Problem description:
Filter by the string "OAKS": return the lines of the material that contain it.

Record extracts:
= Beginning of Section =

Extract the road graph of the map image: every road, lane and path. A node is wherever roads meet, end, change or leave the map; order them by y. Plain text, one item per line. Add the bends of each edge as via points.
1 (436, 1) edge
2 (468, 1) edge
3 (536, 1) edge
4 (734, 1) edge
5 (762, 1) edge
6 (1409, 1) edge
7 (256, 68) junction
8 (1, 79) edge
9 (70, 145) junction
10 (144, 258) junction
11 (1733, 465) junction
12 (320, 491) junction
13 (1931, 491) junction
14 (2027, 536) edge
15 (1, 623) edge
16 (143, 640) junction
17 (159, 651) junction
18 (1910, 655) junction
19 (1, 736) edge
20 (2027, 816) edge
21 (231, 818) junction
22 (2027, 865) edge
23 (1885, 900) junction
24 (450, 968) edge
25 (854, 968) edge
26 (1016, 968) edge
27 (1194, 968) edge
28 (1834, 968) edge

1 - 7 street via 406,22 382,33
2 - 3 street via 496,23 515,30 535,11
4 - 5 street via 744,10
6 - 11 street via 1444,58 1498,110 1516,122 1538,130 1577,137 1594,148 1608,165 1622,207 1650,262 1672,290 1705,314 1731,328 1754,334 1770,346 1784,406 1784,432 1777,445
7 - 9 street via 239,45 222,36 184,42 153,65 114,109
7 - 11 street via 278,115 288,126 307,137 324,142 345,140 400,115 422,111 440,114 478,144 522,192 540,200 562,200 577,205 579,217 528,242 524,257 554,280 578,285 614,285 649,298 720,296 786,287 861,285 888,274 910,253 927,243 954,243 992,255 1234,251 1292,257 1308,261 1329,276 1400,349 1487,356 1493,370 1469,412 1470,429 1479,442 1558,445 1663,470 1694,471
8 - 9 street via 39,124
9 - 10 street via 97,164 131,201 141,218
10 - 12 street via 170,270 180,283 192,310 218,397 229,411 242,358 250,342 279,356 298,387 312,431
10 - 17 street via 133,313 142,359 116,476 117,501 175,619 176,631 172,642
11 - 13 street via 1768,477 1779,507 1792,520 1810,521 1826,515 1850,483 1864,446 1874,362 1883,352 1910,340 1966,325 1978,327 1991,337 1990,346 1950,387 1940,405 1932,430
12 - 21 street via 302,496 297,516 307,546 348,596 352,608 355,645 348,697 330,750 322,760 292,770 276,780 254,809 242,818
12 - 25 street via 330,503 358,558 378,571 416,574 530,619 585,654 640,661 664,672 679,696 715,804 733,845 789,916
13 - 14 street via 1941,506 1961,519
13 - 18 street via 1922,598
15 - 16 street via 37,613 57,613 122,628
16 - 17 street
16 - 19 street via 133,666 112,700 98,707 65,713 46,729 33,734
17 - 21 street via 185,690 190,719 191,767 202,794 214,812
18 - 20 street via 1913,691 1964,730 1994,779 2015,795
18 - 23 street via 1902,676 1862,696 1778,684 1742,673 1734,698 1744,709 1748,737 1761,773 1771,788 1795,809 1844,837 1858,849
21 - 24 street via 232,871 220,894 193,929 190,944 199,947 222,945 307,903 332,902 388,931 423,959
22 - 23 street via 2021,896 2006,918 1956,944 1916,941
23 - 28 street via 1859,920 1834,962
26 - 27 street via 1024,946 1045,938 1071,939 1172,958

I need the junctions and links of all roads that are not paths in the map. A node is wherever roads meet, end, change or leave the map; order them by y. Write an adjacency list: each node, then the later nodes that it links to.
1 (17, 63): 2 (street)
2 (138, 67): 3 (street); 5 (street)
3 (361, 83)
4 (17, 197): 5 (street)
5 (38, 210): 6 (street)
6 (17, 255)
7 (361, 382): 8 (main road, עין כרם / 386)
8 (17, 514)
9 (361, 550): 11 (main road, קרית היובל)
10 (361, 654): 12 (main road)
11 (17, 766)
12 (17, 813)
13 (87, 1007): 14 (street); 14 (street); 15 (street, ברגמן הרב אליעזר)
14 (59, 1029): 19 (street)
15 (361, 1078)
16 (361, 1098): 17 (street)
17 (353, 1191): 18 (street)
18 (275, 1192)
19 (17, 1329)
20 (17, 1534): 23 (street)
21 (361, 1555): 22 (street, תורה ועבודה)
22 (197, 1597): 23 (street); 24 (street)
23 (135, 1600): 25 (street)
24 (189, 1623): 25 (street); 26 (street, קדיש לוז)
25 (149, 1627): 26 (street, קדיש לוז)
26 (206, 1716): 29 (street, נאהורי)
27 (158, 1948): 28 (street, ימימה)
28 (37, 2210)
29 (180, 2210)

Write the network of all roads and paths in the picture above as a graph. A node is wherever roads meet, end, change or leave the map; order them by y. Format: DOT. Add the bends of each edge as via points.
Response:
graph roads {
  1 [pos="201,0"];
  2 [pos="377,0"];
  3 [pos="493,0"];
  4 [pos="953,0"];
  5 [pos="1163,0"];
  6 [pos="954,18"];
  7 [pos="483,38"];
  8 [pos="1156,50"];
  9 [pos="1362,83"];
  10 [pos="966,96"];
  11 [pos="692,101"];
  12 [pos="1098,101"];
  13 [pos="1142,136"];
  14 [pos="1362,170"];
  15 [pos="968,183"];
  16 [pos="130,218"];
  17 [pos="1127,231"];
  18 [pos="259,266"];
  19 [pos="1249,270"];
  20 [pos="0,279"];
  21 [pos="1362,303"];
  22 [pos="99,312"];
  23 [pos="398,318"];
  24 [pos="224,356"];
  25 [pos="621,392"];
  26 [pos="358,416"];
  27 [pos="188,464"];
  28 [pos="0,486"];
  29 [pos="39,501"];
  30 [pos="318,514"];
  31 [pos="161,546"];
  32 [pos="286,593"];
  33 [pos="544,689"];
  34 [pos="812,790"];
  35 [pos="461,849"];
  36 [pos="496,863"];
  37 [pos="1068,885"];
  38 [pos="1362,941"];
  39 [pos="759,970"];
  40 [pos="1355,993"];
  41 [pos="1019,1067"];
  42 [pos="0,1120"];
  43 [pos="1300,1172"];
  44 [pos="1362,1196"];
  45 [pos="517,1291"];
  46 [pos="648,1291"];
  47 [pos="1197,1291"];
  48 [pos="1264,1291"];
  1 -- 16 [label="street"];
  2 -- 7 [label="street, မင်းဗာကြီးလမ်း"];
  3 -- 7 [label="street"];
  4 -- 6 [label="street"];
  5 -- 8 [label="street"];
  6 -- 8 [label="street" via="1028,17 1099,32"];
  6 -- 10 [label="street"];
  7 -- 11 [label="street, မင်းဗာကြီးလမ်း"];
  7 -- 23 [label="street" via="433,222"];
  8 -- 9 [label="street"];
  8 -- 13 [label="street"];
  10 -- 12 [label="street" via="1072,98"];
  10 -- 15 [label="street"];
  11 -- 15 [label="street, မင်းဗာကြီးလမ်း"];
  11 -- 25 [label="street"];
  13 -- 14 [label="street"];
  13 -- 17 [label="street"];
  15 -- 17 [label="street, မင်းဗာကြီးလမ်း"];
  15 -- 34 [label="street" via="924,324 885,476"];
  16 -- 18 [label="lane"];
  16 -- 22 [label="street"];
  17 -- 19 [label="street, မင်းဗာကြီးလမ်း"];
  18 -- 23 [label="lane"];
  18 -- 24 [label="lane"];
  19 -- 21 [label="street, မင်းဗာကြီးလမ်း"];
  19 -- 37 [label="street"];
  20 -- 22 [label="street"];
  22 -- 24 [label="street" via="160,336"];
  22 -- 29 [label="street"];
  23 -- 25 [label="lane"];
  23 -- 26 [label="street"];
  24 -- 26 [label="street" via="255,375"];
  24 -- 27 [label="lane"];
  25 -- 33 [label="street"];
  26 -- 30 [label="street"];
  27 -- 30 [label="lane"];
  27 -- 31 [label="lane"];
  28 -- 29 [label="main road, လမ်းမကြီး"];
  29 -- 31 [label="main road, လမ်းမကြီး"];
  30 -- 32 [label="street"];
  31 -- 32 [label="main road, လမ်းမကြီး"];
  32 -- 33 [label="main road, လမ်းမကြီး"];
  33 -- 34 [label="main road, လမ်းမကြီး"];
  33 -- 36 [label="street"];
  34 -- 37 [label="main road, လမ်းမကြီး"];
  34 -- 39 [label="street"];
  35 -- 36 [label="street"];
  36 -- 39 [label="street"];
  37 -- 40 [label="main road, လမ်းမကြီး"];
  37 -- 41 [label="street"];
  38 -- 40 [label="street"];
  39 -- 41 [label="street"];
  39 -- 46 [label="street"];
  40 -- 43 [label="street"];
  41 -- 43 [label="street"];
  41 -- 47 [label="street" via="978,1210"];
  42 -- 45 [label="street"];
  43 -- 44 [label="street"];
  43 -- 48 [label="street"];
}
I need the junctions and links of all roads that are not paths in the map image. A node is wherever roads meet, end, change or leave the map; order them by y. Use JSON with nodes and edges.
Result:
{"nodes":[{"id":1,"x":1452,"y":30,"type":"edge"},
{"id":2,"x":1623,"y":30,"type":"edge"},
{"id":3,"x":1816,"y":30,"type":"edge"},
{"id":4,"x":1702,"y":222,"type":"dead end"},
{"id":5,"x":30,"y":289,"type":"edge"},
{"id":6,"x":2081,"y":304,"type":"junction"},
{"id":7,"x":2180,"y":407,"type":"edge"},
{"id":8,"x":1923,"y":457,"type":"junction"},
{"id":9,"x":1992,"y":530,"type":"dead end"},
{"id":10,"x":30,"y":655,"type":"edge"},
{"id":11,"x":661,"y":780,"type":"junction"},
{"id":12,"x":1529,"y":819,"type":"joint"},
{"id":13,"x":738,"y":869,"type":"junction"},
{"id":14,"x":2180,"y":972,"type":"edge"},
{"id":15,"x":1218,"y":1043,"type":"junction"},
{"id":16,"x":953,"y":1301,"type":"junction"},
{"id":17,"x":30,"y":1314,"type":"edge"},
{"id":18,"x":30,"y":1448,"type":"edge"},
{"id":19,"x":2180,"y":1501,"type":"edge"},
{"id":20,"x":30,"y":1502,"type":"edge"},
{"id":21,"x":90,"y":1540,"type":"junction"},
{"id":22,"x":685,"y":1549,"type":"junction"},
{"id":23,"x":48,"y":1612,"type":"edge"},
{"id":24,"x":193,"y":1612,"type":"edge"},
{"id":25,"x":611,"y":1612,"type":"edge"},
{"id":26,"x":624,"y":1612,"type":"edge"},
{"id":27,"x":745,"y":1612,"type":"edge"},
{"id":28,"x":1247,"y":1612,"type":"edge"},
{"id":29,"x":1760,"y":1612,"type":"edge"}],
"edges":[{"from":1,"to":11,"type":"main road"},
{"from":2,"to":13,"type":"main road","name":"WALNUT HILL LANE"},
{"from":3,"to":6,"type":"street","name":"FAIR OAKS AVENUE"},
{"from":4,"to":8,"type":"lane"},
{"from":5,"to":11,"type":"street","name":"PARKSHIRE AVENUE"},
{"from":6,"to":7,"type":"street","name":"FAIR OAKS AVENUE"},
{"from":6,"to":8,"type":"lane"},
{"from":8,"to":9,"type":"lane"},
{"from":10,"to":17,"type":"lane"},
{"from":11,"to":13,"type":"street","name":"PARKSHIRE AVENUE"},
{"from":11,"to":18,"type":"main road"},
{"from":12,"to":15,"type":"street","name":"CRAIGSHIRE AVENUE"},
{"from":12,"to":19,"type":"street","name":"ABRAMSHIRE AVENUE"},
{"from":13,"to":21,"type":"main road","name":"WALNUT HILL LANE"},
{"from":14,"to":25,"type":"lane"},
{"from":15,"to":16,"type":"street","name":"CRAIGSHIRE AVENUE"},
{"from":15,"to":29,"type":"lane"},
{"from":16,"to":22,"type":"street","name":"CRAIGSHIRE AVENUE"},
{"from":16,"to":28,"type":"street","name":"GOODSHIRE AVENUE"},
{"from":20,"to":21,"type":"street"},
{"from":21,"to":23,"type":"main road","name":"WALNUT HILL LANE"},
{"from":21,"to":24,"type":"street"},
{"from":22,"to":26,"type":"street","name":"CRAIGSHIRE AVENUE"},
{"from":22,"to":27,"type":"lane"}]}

= End of Section =

Problem solution:
{"from":3,"to":6,"type":"street","name":"FAIR OAKS AVENUE"},
{"from":6,"to":7,"type":"street","name":"FAIR OAKS AVENUE"},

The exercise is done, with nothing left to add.